::: DATA FOR REVIEW :::

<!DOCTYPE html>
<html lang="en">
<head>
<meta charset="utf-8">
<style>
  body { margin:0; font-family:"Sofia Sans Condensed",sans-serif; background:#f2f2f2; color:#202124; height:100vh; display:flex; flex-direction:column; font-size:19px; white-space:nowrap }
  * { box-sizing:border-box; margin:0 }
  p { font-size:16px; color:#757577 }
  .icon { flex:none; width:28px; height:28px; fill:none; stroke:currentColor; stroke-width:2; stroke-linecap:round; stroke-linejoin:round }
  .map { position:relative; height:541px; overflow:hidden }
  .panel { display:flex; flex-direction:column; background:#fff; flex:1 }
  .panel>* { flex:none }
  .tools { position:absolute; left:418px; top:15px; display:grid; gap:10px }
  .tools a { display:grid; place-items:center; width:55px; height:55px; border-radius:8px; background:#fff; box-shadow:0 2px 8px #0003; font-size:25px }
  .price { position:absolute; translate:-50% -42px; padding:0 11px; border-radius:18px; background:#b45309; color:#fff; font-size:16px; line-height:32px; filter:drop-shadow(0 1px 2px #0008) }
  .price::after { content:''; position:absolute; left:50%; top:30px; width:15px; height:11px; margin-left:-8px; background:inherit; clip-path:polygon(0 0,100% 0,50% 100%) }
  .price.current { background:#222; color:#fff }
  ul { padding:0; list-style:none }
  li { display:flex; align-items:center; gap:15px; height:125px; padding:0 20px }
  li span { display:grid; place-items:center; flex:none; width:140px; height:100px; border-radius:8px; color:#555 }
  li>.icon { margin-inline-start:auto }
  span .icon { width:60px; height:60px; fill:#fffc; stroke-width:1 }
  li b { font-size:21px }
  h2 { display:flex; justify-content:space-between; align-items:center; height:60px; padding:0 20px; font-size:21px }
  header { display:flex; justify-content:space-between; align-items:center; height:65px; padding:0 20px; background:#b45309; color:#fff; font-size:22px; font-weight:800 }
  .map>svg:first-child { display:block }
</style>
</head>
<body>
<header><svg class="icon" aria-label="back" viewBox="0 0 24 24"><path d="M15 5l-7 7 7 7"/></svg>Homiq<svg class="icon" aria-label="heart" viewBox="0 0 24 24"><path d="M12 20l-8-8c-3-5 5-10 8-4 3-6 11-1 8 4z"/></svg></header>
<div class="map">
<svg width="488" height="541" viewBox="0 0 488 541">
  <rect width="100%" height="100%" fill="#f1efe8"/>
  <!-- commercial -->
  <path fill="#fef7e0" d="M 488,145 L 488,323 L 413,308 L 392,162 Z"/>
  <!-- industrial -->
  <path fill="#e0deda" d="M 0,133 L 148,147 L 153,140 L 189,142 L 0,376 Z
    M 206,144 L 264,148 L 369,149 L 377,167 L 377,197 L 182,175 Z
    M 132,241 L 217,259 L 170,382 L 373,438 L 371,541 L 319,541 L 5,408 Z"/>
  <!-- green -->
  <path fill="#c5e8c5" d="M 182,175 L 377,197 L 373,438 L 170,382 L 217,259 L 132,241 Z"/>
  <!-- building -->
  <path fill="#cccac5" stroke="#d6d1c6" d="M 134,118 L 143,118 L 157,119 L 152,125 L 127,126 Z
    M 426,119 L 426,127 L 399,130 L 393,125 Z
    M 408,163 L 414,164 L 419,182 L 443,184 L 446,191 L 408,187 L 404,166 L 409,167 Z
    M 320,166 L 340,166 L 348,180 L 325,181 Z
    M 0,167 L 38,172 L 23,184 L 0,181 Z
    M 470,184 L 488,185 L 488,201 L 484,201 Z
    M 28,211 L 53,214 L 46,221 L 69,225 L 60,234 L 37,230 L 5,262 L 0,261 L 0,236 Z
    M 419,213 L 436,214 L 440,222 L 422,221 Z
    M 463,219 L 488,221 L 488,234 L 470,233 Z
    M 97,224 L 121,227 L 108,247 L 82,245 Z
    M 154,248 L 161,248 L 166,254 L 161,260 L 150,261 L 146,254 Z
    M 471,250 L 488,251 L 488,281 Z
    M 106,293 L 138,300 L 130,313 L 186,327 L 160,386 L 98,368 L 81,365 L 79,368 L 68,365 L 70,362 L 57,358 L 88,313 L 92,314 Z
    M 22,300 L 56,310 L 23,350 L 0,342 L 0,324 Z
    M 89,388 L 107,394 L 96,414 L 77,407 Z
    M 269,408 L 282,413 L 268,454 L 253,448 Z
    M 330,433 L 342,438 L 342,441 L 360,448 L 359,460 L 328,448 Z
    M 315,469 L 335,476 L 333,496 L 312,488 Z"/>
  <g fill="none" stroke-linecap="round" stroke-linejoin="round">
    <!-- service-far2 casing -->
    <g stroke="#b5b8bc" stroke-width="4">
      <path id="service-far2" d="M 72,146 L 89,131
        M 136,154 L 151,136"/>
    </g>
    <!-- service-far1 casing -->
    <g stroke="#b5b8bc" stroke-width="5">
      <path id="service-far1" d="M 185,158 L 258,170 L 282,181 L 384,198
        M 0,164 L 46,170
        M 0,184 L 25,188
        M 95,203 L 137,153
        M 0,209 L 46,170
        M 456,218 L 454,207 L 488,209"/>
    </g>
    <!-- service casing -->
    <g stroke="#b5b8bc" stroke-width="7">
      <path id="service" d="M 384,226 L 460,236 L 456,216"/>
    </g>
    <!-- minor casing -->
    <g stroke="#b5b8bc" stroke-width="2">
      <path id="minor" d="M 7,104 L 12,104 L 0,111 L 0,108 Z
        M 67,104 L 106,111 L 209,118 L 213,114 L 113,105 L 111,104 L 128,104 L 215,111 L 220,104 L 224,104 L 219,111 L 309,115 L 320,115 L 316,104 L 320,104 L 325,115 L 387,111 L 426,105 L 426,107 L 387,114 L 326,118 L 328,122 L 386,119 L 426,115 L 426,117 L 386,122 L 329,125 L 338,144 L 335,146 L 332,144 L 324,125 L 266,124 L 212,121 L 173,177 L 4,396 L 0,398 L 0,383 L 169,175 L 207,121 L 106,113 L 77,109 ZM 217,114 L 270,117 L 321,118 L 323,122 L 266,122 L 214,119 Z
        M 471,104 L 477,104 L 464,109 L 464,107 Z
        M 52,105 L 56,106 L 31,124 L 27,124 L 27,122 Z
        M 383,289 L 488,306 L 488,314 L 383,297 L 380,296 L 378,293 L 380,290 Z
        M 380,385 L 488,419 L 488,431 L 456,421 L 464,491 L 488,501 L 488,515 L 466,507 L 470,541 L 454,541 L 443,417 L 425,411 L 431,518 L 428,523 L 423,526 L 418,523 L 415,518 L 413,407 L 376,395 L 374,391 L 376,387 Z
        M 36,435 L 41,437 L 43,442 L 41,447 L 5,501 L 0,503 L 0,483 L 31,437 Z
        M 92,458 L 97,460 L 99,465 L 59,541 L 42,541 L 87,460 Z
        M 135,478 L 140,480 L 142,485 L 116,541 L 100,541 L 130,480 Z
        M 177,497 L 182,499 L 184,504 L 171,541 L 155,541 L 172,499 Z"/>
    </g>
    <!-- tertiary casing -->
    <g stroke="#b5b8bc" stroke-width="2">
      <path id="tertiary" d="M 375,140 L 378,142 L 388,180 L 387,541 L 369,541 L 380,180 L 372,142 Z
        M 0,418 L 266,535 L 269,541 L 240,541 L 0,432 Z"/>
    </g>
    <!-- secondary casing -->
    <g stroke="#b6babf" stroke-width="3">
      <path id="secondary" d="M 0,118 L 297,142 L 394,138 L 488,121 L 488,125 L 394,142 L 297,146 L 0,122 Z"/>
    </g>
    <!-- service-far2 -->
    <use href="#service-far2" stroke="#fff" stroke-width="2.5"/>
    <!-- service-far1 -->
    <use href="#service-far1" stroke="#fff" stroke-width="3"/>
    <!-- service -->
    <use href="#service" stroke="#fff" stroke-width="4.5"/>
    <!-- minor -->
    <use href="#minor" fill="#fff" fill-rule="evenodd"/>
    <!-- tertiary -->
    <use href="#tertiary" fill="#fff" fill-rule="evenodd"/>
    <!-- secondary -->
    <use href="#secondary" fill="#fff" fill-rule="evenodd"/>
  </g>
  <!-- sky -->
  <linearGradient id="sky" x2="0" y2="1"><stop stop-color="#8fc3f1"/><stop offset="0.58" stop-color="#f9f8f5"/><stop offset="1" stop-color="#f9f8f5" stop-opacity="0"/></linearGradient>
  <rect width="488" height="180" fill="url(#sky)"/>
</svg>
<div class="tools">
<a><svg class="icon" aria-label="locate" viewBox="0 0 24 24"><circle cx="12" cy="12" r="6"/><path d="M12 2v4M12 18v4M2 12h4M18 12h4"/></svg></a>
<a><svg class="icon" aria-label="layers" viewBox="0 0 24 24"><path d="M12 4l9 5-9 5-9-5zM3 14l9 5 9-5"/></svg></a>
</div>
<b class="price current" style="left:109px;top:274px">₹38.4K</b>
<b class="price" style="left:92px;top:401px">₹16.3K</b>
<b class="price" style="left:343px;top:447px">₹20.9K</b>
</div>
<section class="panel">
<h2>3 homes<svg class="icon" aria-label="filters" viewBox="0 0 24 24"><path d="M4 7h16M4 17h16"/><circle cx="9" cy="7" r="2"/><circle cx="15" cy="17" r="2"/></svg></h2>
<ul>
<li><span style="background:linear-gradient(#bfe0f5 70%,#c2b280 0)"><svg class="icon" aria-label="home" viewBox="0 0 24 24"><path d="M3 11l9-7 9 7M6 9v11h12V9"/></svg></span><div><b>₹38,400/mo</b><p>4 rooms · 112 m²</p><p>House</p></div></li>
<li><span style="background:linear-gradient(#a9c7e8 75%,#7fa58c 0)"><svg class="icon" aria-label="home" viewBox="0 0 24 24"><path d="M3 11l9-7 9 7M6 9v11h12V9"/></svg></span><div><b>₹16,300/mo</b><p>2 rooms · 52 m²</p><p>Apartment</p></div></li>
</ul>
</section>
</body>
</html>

:::

WHAT YOU SHOULD DO:
Wherever "shadow" occurs in the entries above, copy the line it sits on.

RESPONSE BELOW:
  .tools a { display:grid; place-items:center; width:55px; height:55px; border-radius:8px; background:#fff; box-shadow:0 2px 8px #0003; font-size:25px }
  .price { position:absolute; translate:-50% -42px; padding:0 11px; border-radius:18px; background:#b45309; color:#fff; font-size:16px; line-height:32px; filter:drop-shadow(0 1px 2px #0008) }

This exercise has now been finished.